A segunda é o anticorpo monoclonal para bebês, chamado nirsevimab. Aplica-se em dose única, oferecendo proteção imediata. Ele está disponível pelo SUS para recém-nascidos prematuros com até 36 semanas e 6 dias de idade e para crianças de até 23 meses com comorbidades específicas, incluindo cardiopatia congênita, broncodisplasia, imunocomprometimento grave, Síndrome de Down, fibrose cística, doença neuromuscular e anomalias das vias aéreas. Na rede particular, o anticorpo pode chegar a qualquer bebê, especialmente quando a mãe não recebeu a vacinação materna, garantindo uma proteção adicional.

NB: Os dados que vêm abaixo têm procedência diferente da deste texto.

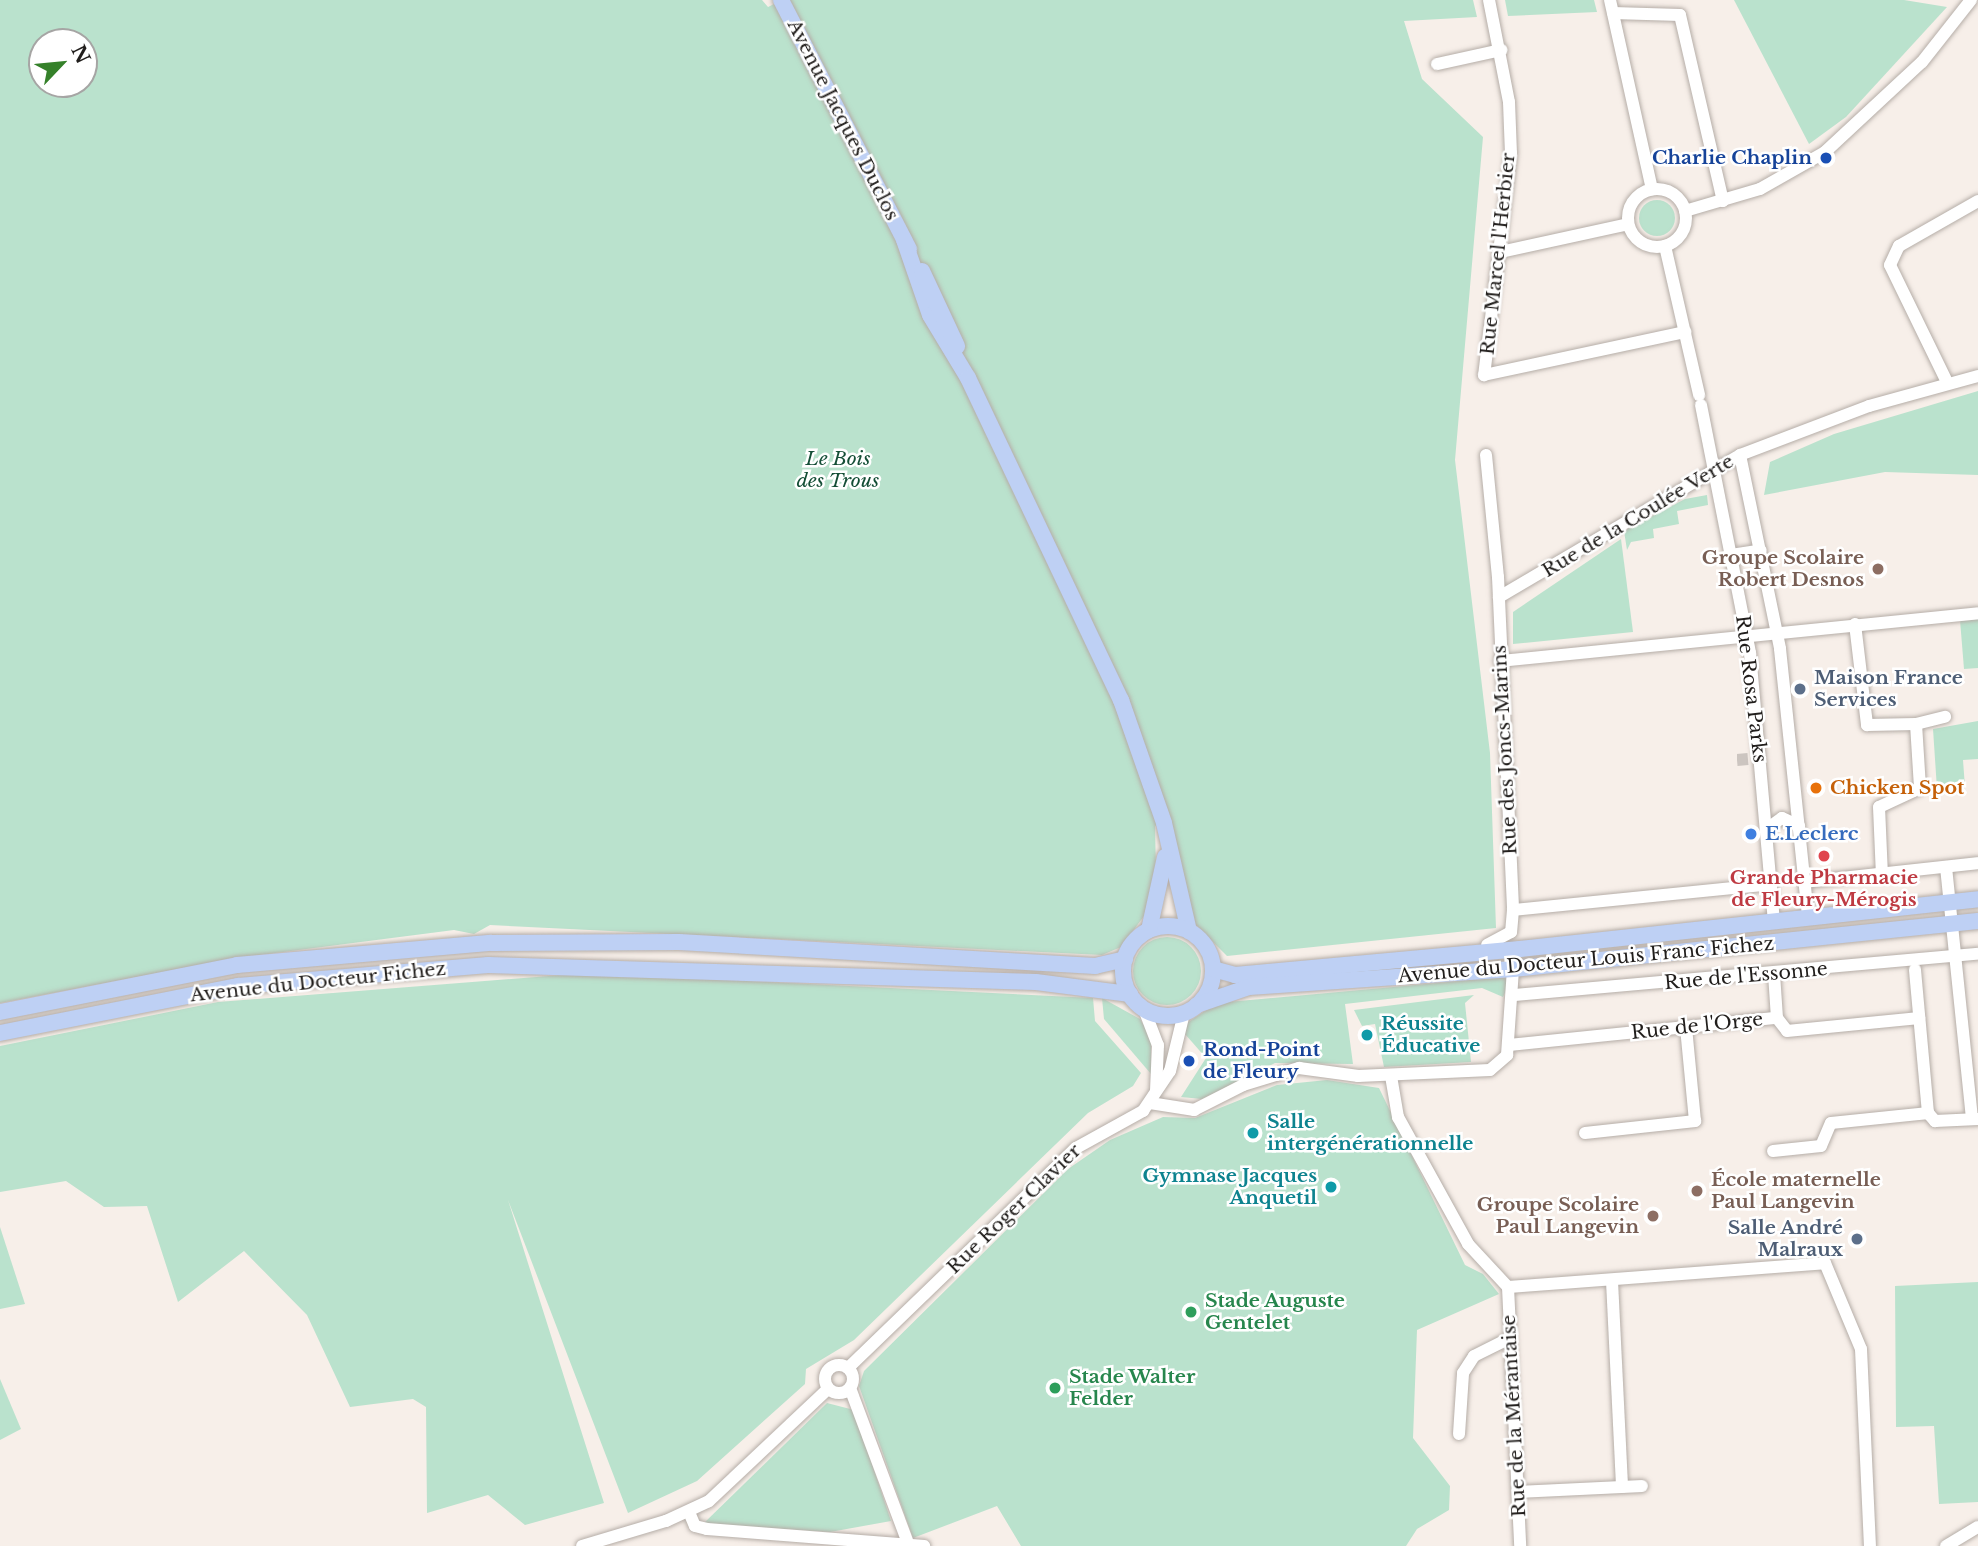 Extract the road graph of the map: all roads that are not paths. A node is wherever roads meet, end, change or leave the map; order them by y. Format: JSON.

Estudos realizados demonstram que o nirsevimab reduz significativamente o número de internações hospitalares. Dados oficiais do CDC de novembro de 2025 mostram que a eficácia do anticorpo é de 80% na prevenção de internação em UTI pediátrica, 83 % na prevenção de falência respiratória e 87,1 % na redução da necessidade de suporte ventilatório, como ventilação mecânica ou CPAP. “Essas duas estratégias complementares devem mudar o cenário da próxima sazonalidade do VSR no Brasil, garantindo proteção ampla e imediata para os bebês mais vulneráveis,” afirma a especialista.
A importância da proteção
Dra. Anna reforça que as ofertas pelo SUS são fundamentais, pois garantem acesso universal às estratégias de prevenção. Isso ajuda a reduzir hospitalizações graves e protege os bebês em suas fases mais vulneráveis. “Gestantes e famílias de bebês pequenos devem se informar e aproveitar essas estratégias de proteção, entrando no outono-inverno com mais segurança e reduzindo significativamente os riscos de bronquiolite grave”, complementa.
Sobre a especialista
Dra. Anna Dominguez (CRM 150.572 | RQE 106869 / 1068691) é pediatra formada pela Universidade de São Paulo (USP). Possui especialização em Terapia Intensiva Pediátrica, Síndrome de Down, Neurociência e Desenvolvimento Infantil. Atualmente integra o corpo clínico do Hospital Israelita Albert Einstein, além de atuar nos hospitais Sírio-Libanês e Vila Nova Star.